In December 2008 the Mexican Senate named October 2 starting in 2009 as a National Day of Mourning; the initiative had already passed the Deputies' Chamber of Congress.
Alejandro Encinas, undersecretary of Human Rights, Population, and Migration, said on October 2, 2020 that the federal government would remove the names of "repressors" involved in the 1968 student movement and El Halconazo of 1971 from public places. He specifically proposed that the Licenciado Gustavo Díaz Ordaz International Airport in Puerto Vallarta should be renamed. He also promised that 8,000 boxes of archives, including those in possession of the military, would be digitalized and made public.
40th anniversary marchEdit
On October 2, 2008, two marches were held in Mexico City to commemorate the event. One traveled from Escuela Normal Superior de Maestros (Teacher's College) to the Zocalo. The other went from the Instituto Politécnico Nacional to the massacre site of the Plaza de las Tres Culturas. According to the "Comité del 68" (68 Committee), one of the organizers of the event, 40,000 marchers were in attendance.
Protesters drawing chalk outlines of human bodies and doves with fake blood on Eje Central
The 'Cinéma vérité documentary film El Grito, México 1968 directed by Leobardo López Aretche captures the events surrounding the protest and massacre.

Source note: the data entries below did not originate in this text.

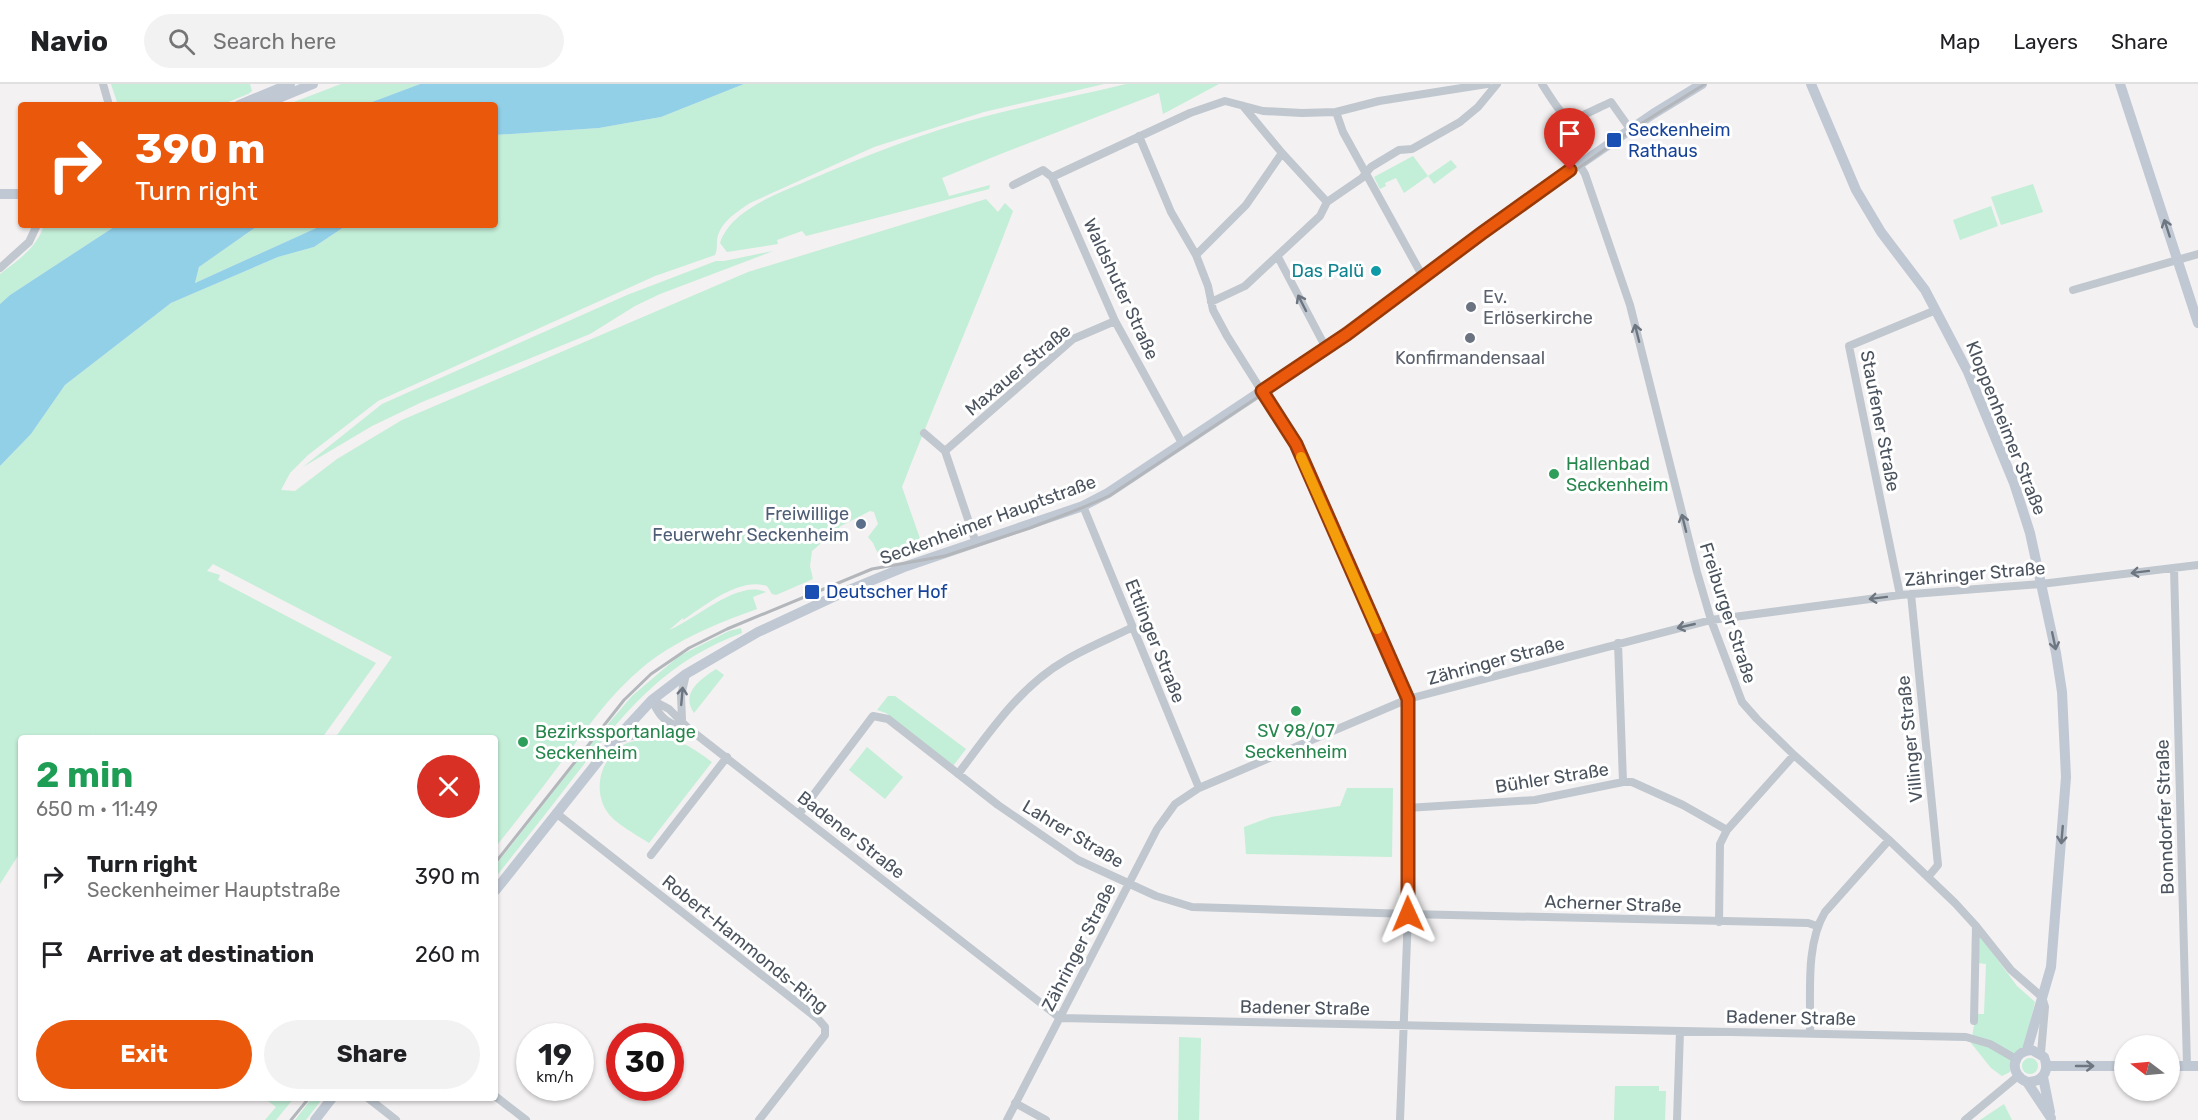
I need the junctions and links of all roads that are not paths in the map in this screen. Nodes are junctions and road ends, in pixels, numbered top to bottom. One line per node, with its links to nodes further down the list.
1 (104, 84): 10 (street)
2 (290, 84): 11 (main road)
3 (312, 84): 12 (main road)
4 (1487, 84): 14 (street)
5 (1497, 84): 19 (street)
6 (1542, 84): 15 (street)
7 (1702, 84): 15 (main road, Seckenheimer Hauptstraße)
8 (1811, 84): 35 (main road, Kloppenheimer Straße)
9 (2120, 84): 30 (main road, one-way to 9)
10 (109, 102)
11 (246, 102)
12 (268, 102)
13 (1243, 106): 14 (street); 16 (street); 17 (street)
14 (1336, 112): 19 (street)
15 (1630, 129): 18 (main road, Seckenheimer Hauptstraße)
16 (1139, 136): 20 (street); 28 (street)
17 (1282, 153): 25 (street); 28 (street)
18 (1579, 164): 32 (main road, Seckenheimer Hauptstraße); 50 (street, Freiburger Straße, one-way to 18)
19 (1366, 173): 25 (street); 32 (street)
20 (1052, 177): 21 (street); 36 (street, Waldshuter Straße)
21 (1013, 185)
22 (18, 188): 23 (main road)
23 (2, 194): 24 (main road)
24 (18, 194)
25 (1327, 202): 29 (street)
26 (36, 228): 31 (street)
27 (2198, 254): 30 (street)
28 (1197, 255): 34 (street)
29 (1278, 257): 34 (street); 38 (street, one-way to 29)
30 (2178, 261): 33 (street); 37 (main road)
31 (0, 268)
32 (1422, 277): 38 (main road, Seckenheimer Hauptstraße)
33 (2073, 290)
34 (1211, 302): 39 (street)
35 (1936, 310): 47 (main road, Kloppenheimer Straße); 49 (street, Staufener Straße)
36 (1115, 321): 41 (street, Waldshuter Straße); 42 (street, Maxauer Straße)
37 (2198, 323)
38 (1326, 348): 39 (main road, Seckenheimer Hauptstraße)
39 (1262, 391): 41 (main road, Seckenheimer Hauptstraße); 54 (street)
40 (924, 433): 42 (street)
41 (1182, 443): 43 (main road, Seckenheimer Hauptstraße)
42 (945, 451): 44 (street)
43 (1083, 506): 44 (main road, Seckenheimer Hauptstraße); 51 (street, Ettlinger Straße)
44 (976, 543): 53 (main road, Seckenheimer Hauptstraße)
45 (2198, 565): 46 (street, Zähringer Straße)
46 (2174, 568): 47 (street, Zähringer Straße, one-way to 47); 87 (street, Bonndorfer Straße)
47 (2041, 584): 48 (street, Zähringer Straße); 78 (main road, Kloppenheimer Straße, one-way to 78)
48 (1911, 594): 49 (street, Zähringer Straße); 71 (street, Villinger Straße)
49 (1900, 595): 50 (street, Zähringer Straße, one-way to 50)
50 (1711, 620): 52 (street, Zähringer Straße, one-way to 52); 60 (street, Freiburger Straße)
51 (1133, 627): 62 (street); 64 (street, Ettlinger Straße)
52 (1618, 644): 54 (street, Zähringer Straße); 63 (street)
53 (686, 674): 55 (main road, Seckenheimer Hauptstraße); 56 (street, one-way to 53)
54 (1408, 699): 64 (street, Zähringer Straße); 65 (street)
55 (652, 700): 56 (street, Badener Straße); 57 (street); 59 (main road, Seckenheimer Hauptstraße)
56 (682, 720): 58 (street, Badener Straße)
57 (675, 726): 58 (street, Badener Straße); 59 (street, Badener Straße)
58 (688, 728): 61 (street, Badener Straße)
59 (615, 740): 66 (main road, Seckenheimer Hauptstraße)
60 (1794, 755): 68 (street); 69 (street, Freiburger Straße)
61 (727, 757): 67 (street, Badener Straße); 70 (street)
62 (957, 774): 67 (street, Lahrer Straße); 72 (street, Lahrer Straße)
63 (1623, 782): 65 (street, Bühler Straße); 68 (street, Bühler Straße)
64 (1199, 788): 72 (street, Zähringer Straße)
65 (1407, 808): 74 (street)
66 (556, 813): 73 (main road, Seckenheimer Hauptstraße); 99 (street, Robert-Hammonds-Ring)
67 (799, 814): 79 (street, Badener Straße)
68 (1727, 830): 75 (street)
69 (1889, 840): 71 (street, Freiburger Straße); 76 (street)
70 (651, 855)
71 (1928, 877): 77 (street, Freiburger Straße)
72 (1128, 885): 74 (street, Lahrer Straße); 79 (street, Zähringer Straße)
73 (498, 887)
74 (1408, 914): 75 (street, Acherner Straße); 81 (street)
75 (1719, 922): 76 (street, Acherner Straße)
76 (1817, 926): 83 (street)
77 (1976, 926): 78 (street, Freiburger Straße); 80 (street)
78 (2042, 997): 84 (main road, Kloppenheimer Straße); 85 (street, Kloppenheimer Straße)
79 (1060, 1018): 81 (street, Badener Straße); 94 (street, Zähringer Straße)
80 (1974, 1021)
81 (1404, 1025): 82 (street, Badener Straße); 102 (street)
82 (1680, 1030): 83 (street, Badener Straße); 103 (street)
83 (1810, 1033): 86 (street, Badener Straße)
84 (2027, 1050): 85 (main road); 86 (main road)
85 (2041, 1053): 89 (main road, Kloppenheimer Straße)
86 (2016, 1059): 90 (main road, Kloppenheimer Straße)
87 (2193, 1066)
88 (2114, 1067): 89 (main road, one-way to 88)
89 (2045, 1072): 90 (main road); 95 (main road, Kloppenheimer Straße)
90 (2023, 1079): 95 (main road, Kloppenheimer Straße); 104 (street)
91 (498, 1098): 98 (street)
92 (330, 1101): 96 (main road)
93 (372, 1101): 97 (street)
94 (1015, 1103): 100 (street, Zähringer Straße); 101 (street)
95 (2052, 1119)
96 (315, 1120)
97 (396, 1120)
98 (526, 1120)
99 (759, 1120)
100 (1007, 1120)
101 (1046, 1120)
102 (1400, 1120)
103 (1677, 1120)
104 (1965, 1120)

Rojo Amanecer (1989), directed by Jorge Fons, is a Spanish-language film about the event. It focuses on the day of a middle-class family living in one of the apartment buildings surrounding the Plaza de Tlatelolco and is based on testimonials from witnesses and victims. It starred Héctor Bonilla, María Rojo, the Bichir Brothers, Eduardo Palomo and others.
Richard Dindo, a documentary filmmaker, made Ni olvido, ni perdón (2004), which includes contemporary interviews with witnesses and participants as well as footage from the time.
A feature film, Tlatelolco, verano del '68, was released in Mexico, November 2012, written and directed by Carlos Bolado.
Roberto Bolaño released Amulet, a Spanish-language novel, in 1999, recounting the massacre from the point of view of a woman named Auxilio, based on the true story of Alcira Soust Scaffo. Auxilio was caught in the university bathroom at the time of the police ambush. She tells her story also in his later novel The Savage Detectives.
Borrar de la Memoria, a movie about a journalist who investigates a girl who was killed in July 1968, lightly touches the massacre, which is filmed by Roberto Rentería, a C.U.E.C. student who was making a documentary about said girl, known popularly as La empaquetada ("the packaged [girl]") for the way her dismembered body was found inside a box.
Los Parecidos, a 2015 film, also takes place at the date, references Tlatelolco heavily and portrays the conflict between students and the government.
"Jarhdin", a song by Mexican artist Maya Ghazal, features a two-minute audio sample recorded during the shooting at The Plaza de las Tres Culturas.
Tlatelolco in the artsEdit
The 1968 massacre has been referenced in the arts and pop culture in various ways. For example, in literary works such as "La Noche de Tlatelolco" (1971) by Elena Poniatowska which collected interviews, chants, slogans, and banners from student movement survivors. Tlatelolco movement veterans like Carlos Monsiváis, José Emilio Pacheco, Octavio Paz, and Jaime Sabines have written poems on the massacre and films like Jorge Fons's Rojo Amanecer (1990) have kept the memory alive. American composer John Adams set Rosario Castellanos' poem on the massacre at Tlatelolco in his oratorio El Niño (2000). Tlatelolco has marked the history of massacres and national injustice in Mexico in other historical ways which have permeated the arts such as it being a place of Aztec sacrificial performances, being the place where the Aztecs surrendered to the Spanish, and giving way to legitimizing the genocide of indigenous people in Mexico.